▶ _Work task_:
Nothing should differ. Repeat every record as written.
Material provided START
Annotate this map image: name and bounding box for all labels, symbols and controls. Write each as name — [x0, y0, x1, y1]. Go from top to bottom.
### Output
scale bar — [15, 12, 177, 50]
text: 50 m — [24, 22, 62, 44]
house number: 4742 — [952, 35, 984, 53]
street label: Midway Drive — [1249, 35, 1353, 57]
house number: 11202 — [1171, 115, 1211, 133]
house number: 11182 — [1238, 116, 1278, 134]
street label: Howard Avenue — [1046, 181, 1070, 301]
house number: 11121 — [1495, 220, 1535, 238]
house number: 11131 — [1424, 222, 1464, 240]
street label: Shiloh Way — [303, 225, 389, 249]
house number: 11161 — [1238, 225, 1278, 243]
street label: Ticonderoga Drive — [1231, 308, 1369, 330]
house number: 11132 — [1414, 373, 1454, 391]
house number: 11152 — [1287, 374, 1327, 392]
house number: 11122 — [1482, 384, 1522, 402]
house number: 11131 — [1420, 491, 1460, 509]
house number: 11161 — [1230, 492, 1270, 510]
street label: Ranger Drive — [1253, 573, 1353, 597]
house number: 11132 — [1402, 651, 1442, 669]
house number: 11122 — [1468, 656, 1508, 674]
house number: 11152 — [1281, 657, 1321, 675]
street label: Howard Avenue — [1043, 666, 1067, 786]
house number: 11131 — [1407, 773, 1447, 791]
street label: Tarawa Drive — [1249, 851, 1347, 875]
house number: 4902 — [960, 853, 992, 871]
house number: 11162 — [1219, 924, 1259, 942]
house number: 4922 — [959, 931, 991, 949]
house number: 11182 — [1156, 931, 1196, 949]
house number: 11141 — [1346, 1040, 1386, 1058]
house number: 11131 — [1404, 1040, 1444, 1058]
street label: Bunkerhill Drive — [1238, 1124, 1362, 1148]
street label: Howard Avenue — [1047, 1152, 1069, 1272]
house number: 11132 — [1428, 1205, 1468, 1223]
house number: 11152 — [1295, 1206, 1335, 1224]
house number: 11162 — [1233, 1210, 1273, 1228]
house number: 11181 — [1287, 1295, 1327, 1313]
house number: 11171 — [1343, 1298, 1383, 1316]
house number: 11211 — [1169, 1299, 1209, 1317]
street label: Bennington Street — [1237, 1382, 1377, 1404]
Material provided END
▶ _Answer space_:
Annotate this map image: name and bounding box for all labels, symbols and controls. Write each as name — [x0, y0, x1, y1]. Go from top to bottom.
### Output
scale bar — [15, 12, 177, 50]
text: 50 m — [24, 22, 62, 44]
house number: 4742 — [952, 35, 984, 53]
street label: Midway Drive — [1249, 35, 1353, 57]
house number: 11202 — [1171, 115, 1211, 133]
house number: 11182 — [1238, 116, 1278, 134]
street label: Howard Avenue — [1046, 181, 1070, 301]
house number: 11121 — [1495, 220, 1535, 238]
house number: 11131 — [1424, 222, 1464, 240]
street label: Shiloh Way — [303, 225, 389, 249]
house number: 11161 — [1238, 225, 1278, 243]
street label: Ticonderoga Drive — [1231, 308, 1369, 330]
house number: 11132 — [1414, 373, 1454, 391]
house number: 11152 — [1287, 374, 1327, 392]
house number: 11122 — [1482, 384, 1522, 402]
house number: 11131 — [1420, 491, 1460, 509]
house number: 11161 — [1230, 492, 1270, 510]
street label: Ranger Drive — [1253, 573, 1353, 597]
house number: 11132 — [1402, 651, 1442, 669]
house number: 11122 — [1468, 656, 1508, 674]
house number: 11152 — [1281, 657, 1321, 675]
street label: Howard Avenue — [1043, 666, 1067, 786]
house number: 11131 — [1407, 773, 1447, 791]
street label: Tarawa Drive — [1249, 851, 1347, 875]
house number: 4902 — [960, 853, 992, 871]
house number: 11162 — [1219, 924, 1259, 942]
house number: 4922 — [959, 931, 991, 949]
house number: 11182 — [1156, 931, 1196, 949]
house number: 11141 — [1346, 1040, 1386, 1058]
house number: 11131 — [1404, 1040, 1444, 1058]
street label: Bunkerhill Drive — [1238, 1124, 1362, 1148]
street label: Howard Avenue — [1047, 1152, 1069, 1272]
house number: 11132 — [1428, 1205, 1468, 1223]
house number: 11152 — [1295, 1206, 1335, 1224]
house number: 11162 — [1233, 1210, 1273, 1228]
house number: 11181 — [1287, 1295, 1327, 1313]
house number: 11171 — [1343, 1298, 1383, 1316]
house number: 11211 — [1169, 1299, 1209, 1317]
street label: Bennington Street — [1237, 1382, 1377, 1404]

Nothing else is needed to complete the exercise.